[EXERCISE INPUTS]
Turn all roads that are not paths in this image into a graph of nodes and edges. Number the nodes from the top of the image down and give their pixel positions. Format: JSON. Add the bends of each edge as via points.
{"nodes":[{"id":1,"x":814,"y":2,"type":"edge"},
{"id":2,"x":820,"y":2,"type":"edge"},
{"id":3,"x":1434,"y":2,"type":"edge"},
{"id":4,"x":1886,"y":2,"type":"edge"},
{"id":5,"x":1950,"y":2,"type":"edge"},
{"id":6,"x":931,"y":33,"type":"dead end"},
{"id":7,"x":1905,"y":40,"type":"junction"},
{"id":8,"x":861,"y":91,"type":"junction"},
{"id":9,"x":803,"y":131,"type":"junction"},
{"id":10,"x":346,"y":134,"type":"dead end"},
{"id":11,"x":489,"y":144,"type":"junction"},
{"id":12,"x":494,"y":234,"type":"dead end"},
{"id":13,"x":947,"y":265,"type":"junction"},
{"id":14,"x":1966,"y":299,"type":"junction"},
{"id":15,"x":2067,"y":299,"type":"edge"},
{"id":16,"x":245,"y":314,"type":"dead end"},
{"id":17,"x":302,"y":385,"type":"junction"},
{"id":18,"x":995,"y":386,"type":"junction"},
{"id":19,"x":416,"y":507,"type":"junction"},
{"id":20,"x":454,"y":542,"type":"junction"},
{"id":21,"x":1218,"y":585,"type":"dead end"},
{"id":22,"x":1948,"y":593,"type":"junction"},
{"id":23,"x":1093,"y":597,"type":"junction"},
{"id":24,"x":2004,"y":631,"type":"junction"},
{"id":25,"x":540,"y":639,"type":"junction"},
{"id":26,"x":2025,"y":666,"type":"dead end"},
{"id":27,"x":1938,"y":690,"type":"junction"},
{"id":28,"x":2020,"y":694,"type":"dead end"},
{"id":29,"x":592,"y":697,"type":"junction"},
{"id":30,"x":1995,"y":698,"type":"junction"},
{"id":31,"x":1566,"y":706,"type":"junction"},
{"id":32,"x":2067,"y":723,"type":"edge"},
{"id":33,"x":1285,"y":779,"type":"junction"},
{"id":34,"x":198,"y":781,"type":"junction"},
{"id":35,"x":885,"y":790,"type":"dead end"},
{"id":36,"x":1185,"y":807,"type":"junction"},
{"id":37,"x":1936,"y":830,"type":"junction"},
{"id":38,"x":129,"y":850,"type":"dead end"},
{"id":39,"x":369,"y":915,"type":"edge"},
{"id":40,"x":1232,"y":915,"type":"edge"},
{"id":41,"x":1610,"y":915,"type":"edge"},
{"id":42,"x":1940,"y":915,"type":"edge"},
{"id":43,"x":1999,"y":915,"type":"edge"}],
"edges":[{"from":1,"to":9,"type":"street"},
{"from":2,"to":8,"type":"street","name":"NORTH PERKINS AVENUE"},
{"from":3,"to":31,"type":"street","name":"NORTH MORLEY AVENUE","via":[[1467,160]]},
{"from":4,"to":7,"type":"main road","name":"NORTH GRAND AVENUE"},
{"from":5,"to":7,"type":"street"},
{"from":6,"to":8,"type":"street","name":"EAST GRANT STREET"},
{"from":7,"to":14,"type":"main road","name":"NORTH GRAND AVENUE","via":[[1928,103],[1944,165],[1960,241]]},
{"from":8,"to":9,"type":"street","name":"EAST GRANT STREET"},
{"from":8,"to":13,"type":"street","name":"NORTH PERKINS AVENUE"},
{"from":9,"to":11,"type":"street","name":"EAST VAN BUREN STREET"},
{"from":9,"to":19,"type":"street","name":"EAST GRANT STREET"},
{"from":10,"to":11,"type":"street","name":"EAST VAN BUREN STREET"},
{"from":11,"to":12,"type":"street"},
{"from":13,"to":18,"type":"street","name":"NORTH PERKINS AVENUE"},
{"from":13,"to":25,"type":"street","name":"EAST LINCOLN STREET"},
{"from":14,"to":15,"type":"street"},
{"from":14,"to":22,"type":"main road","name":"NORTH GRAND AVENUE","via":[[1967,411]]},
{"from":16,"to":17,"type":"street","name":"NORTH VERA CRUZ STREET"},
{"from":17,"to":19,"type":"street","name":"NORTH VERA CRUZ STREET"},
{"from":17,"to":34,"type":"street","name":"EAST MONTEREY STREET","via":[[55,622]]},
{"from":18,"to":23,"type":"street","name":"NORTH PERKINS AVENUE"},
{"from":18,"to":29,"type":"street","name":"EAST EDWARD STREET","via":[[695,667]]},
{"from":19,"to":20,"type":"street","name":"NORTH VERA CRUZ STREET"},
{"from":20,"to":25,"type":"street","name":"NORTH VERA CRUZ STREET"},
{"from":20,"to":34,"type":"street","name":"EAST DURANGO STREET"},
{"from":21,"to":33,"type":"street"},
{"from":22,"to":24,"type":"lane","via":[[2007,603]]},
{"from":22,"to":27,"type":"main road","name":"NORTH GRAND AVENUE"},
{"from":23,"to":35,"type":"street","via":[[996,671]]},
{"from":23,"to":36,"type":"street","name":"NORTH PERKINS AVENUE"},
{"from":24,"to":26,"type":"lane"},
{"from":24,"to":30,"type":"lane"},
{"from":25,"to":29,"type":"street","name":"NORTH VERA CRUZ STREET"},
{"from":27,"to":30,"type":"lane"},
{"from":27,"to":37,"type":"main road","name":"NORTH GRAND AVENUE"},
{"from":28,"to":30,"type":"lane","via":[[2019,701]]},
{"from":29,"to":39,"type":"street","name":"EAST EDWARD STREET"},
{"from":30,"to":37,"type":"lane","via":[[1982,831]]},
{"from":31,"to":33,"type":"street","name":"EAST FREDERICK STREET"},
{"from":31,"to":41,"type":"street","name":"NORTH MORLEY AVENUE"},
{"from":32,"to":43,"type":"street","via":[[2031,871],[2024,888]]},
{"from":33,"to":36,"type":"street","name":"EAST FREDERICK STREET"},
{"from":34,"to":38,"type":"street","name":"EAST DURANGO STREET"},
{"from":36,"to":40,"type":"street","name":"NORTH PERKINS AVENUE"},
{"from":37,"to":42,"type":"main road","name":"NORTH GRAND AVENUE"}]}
[/EXERCISE INPUTS]
▶ _WHAT THIS TASK INVOLVES_: The expected result is every line from the material above that includes "VERA".

▶ _RESPONSE BOX_:
{"from":16,"to":17,"type":"street","name":"NORTH VERA CRUZ STREET"},
{"from":17,"to":19,"type":"street","name":"NORTH VERA CRUZ STREET"},
{"from":19,"to":20,"type":"street","name":"NORTH VERA CRUZ STREET"},
{"from":20,"to":25,"type":"street","name":"NORTH VERA CRUZ STREET"},
{"from":25,"to":29,"type":"street","name":"NORTH VERA CRUZ STREET"},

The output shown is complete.